Source data:
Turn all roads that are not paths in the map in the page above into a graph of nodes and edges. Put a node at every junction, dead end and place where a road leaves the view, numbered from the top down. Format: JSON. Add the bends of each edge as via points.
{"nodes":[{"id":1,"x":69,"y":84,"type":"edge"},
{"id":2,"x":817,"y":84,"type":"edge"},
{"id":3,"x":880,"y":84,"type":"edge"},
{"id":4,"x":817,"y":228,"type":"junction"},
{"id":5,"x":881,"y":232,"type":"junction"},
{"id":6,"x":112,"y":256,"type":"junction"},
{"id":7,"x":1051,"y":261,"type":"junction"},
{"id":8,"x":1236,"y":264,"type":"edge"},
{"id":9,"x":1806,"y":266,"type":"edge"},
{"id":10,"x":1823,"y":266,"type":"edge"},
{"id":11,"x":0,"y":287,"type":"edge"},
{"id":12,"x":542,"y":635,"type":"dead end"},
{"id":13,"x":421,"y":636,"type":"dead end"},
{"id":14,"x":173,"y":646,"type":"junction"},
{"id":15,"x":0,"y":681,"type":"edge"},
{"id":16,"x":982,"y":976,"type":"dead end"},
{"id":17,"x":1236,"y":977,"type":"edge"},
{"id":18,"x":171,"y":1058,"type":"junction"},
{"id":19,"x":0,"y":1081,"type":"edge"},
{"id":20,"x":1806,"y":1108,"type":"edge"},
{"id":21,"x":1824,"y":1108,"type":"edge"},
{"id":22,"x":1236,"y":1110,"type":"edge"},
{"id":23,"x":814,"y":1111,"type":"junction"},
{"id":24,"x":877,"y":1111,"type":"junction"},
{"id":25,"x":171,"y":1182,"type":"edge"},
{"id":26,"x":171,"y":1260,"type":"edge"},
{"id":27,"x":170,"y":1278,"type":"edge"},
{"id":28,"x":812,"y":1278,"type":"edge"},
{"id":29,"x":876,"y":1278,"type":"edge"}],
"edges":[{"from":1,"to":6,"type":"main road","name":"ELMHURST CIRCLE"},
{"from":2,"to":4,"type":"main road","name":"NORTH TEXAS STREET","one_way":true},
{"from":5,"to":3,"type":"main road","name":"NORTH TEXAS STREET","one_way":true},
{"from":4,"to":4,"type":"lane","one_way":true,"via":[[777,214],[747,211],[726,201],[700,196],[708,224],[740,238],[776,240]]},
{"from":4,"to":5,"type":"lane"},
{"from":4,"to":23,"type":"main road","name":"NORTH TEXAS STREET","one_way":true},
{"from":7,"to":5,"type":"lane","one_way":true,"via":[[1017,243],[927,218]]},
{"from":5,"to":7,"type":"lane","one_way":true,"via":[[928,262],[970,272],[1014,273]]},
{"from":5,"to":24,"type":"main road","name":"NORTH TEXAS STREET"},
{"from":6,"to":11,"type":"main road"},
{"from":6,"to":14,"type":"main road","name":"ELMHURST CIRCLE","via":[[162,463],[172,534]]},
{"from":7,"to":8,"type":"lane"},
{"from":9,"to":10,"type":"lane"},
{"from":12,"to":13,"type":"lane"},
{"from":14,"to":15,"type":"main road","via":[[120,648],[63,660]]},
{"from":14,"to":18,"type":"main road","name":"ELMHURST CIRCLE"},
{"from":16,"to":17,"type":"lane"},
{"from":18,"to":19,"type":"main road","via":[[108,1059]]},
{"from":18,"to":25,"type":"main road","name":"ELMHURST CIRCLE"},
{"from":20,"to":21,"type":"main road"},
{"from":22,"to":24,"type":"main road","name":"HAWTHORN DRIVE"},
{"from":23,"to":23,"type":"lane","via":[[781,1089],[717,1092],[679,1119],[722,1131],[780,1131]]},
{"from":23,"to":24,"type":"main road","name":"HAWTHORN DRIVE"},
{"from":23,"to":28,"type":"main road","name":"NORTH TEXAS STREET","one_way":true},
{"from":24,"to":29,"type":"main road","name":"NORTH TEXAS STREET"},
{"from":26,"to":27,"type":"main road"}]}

WHAT NEEDS TO BE DONE:
The entries above must be repeated word for word.

ANSWER FOR THE TASK:
Turn all roads that are not paths in the map in the page above into a graph of nodes and edges. Put a node at every junction, dead end and place where a road leaves the view, numbered from the top down. Format: JSON. Add the bends of each edge as via points.
{"nodes":[{"id":1,"x":69,"y":84,"type":"edge"},
{"id":2,"x":817,"y":84,"type":"edge"},
{"id":3,"x":880,"y":84,"type":"edge"},
{"id":4,"x":817,"y":228,"type":"junction"},
{"id":5,"x":881,"y":232,"type":"junction"},
{"id":6,"x":112,"y":256,"type":"junction"},
{"id":7,"x":1051,"y":261,"type":"junction"},
{"id":8,"x":1236,"y":264,"type":"edge"},
{"id":9,"x":1806,"y":266,"type":"edge"},
{"id":10,"x":1823,"y":266,"type":"edge"},
{"id":11,"x":0,"y":287,"type":"edge"},
{"id":12,"x":542,"y":635,"type":"dead end"},
{"id":13,"x":421,"y":636,"type":"dead end"},
{"id":14,"x":173,"y":646,"type":"junction"},
{"id":15,"x":0,"y":681,"type":"edge"},
{"id":16,"x":982,"y":976,"type":"dead end"},
{"id":17,"x":1236,"y":977,"type":"edge"},
{"id":18,"x":171,"y":1058,"type":"junction"},
{"id":19,"x":0,"y":1081,"type":"edge"},
{"id":20,"x":1806,"y":1108,"type":"edge"},
{"id":21,"x":1824,"y":1108,"type":"edge"},
{"id":22,"x":1236,"y":1110,"type":"edge"},
{"id":23,"x":814,"y":1111,"type":"junction"},
{"id":24,"x":877,"y":1111,"type":"junction"},
{"id":25,"x":171,"y":1182,"type":"edge"},
{"id":26,"x":171,"y":1260,"type":"edge"},
{"id":27,"x":170,"y":1278,"type":"edge"},
{"id":28,"x":812,"y":1278,"type":"edge"},
{"id":29,"x":876,"y":1278,"type":"edge"}],
"edges":[{"from":1,"to":6,"type":"main road","name":"ELMHURST CIRCLE"},
{"from":2,"to":4,"type":"main road","name":"NORTH TEXAS STREET","one_way":true},
{"from":5,"to":3,"type":"main road","name":"NORTH TEXAS STREET","one_way":true},
{"from":4,"to":4,"type":"lane","one_way":true,"via":[[777,214],[747,211],[726,201],[700,196],[708,224],[740,238],[776,240]]},
{"from":4,"to":5,"type":"lane"},
{"from":4,"to":23,"type":"main road","name":"NORTH TEXAS STREET","one_way":true},
{"from":7,"to":5,"type":"lane","one_way":true,"via":[[1017,243],[927,218]]},
{"from":5,"to":7,"type":"lane","one_way":true,"via":[[928,262],[970,272],[1014,273]]},
{"from":5,"to":24,"type":"main road","name":"NORTH TEXAS STREET"},
{"from":6,"to":11,"type":"main road"},
{"from":6,"to":14,"type":"main road","name":"ELMHURST CIRCLE","via":[[162,463],[172,534]]},
{"from":7,"to":8,"type":"lane"},
{"from":9,"to":10,"type":"lane"},
{"from":12,"to":13,"type":"lane"},
{"from":14,"to":15,"type":"main road","via":[[120,648],[63,660]]},
{"from":14,"to":18,"type":"main road","name":"ELMHURST CIRCLE"},
{"from":16,"to":17,"type":"lane"},
{"from":18,"to":19,"type":"main road","via":[[108,1059]]},
{"from":18,"to":25,"type":"main road","name":"ELMHURST CIRCLE"},
{"from":20,"to":21,"type":"main road"},
{"from":22,"to":24,"type":"main road","name":"HAWTHORN DRIVE"},
{"from":23,"to":23,"type":"lane","via":[[781,1089],[717,1092],[679,1119],[722,1131],[780,1131]]},
{"from":23,"to":24,"type":"main road","name":"HAWTHORN DRIVE"},
{"from":23,"to":28,"type":"main road","name":"NORTH TEXAS STREET","one_way":true},
{"from":24,"to":29,"type":"main road","name":"NORTH TEXAS STREET"},
{"from":26,"to":27,"type":"main road"}]}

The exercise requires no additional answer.